» Exercise inputs
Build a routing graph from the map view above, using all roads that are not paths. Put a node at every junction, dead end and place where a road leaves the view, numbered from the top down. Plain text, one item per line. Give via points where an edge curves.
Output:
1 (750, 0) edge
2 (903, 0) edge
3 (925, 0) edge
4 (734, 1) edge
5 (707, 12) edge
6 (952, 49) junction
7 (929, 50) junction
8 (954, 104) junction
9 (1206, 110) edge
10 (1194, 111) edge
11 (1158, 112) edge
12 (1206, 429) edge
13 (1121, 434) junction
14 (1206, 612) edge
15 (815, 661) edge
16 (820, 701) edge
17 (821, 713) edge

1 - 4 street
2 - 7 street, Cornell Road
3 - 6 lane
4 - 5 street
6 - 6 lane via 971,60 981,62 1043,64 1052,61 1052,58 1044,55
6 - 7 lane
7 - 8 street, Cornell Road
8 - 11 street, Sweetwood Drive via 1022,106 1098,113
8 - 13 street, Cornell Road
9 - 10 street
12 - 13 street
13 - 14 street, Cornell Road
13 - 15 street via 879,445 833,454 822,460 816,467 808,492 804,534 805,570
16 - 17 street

» About this task
Reproduce the entries above exactly.

» Task output
Build a routing graph from the map view above, using all roads that are not paths. Put a node at every junction, dead end and place where a road leaves the view, numbered from the top down. Plain text, one item per line. Give via points where an edge curves.
Output:
1 (750, 0) edge
2 (903, 0) edge
3 (925, 0) edge
4 (734, 1) edge
5 (707, 12) edge
6 (952, 49) junction
7 (929, 50) junction
8 (954, 104) junction
9 (1206, 110) edge
10 (1194, 111) edge
11 (1158, 112) edge
12 (1206, 429) edge
13 (1121, 434) junction
14 (1206, 612) edge
15 (815, 661) edge
16 (820, 701) edge
17 (821, 713) edge

1 - 4 street
2 - 7 street, Cornell Road
3 - 6 lane
4 - 5 street
6 - 6 lane via 971,60 981,62 1043,64 1052,61 1052,58 1044,55
6 - 7 lane
7 - 8 street, Cornell Road
8 - 11 street, Sweetwood Drive via 1022,106 1098,113
8 - 13 street, Cornell Road
9 - 10 street
12 - 13 street
13 - 14 street, Cornell Road
13 - 15 street via 879,445 833,454 822,460 816,467 808,492 804,534 805,570
16 - 17 street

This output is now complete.